## TASK STATEMENT
Identify, in the records below, every line where the string "paths" appears, and copy each such line.

## INPUT
__________

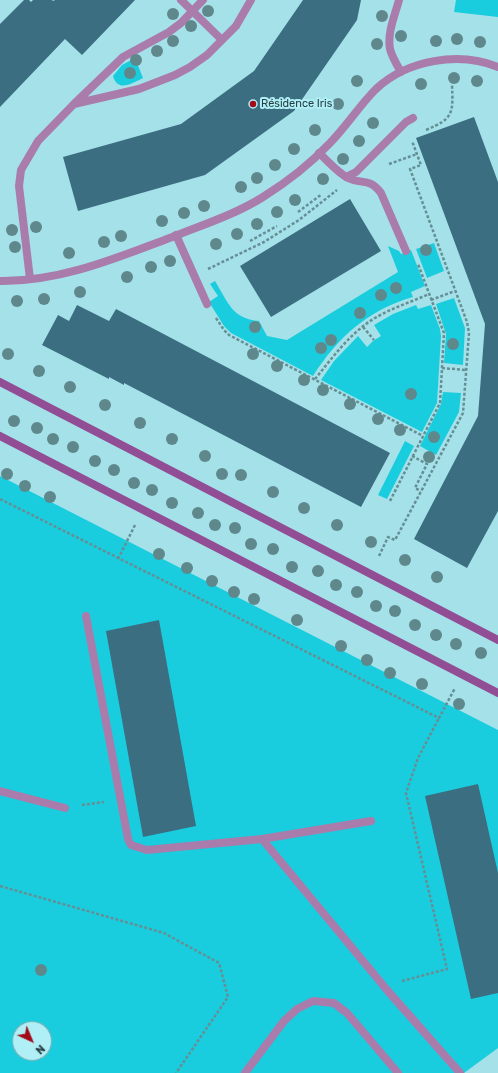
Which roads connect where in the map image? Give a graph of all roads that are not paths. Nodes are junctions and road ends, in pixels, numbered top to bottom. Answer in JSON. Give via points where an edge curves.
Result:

__________

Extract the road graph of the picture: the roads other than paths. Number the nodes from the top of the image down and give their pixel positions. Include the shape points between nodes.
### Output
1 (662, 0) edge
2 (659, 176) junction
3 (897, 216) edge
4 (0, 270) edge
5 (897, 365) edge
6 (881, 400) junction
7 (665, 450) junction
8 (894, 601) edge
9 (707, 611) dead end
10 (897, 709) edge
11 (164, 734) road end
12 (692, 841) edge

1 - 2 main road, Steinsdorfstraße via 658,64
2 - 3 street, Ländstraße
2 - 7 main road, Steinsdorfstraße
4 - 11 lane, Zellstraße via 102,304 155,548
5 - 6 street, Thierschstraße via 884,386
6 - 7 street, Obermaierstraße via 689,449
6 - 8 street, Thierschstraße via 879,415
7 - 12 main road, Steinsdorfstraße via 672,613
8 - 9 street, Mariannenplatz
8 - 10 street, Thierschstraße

__________

## RESPONSE BELOW
Which roads connect where in the map image? Give a graph of all roads that are not paths. Nodes are junctions and road ends, in pixels, numbered top to bottom. Answer in JSON. Give via points where an edge curves.
Extract the road graph of the picture: the roads other than paths. Number the nodes from the top of the image down and give their pixel positions. Include the shape points between nodes.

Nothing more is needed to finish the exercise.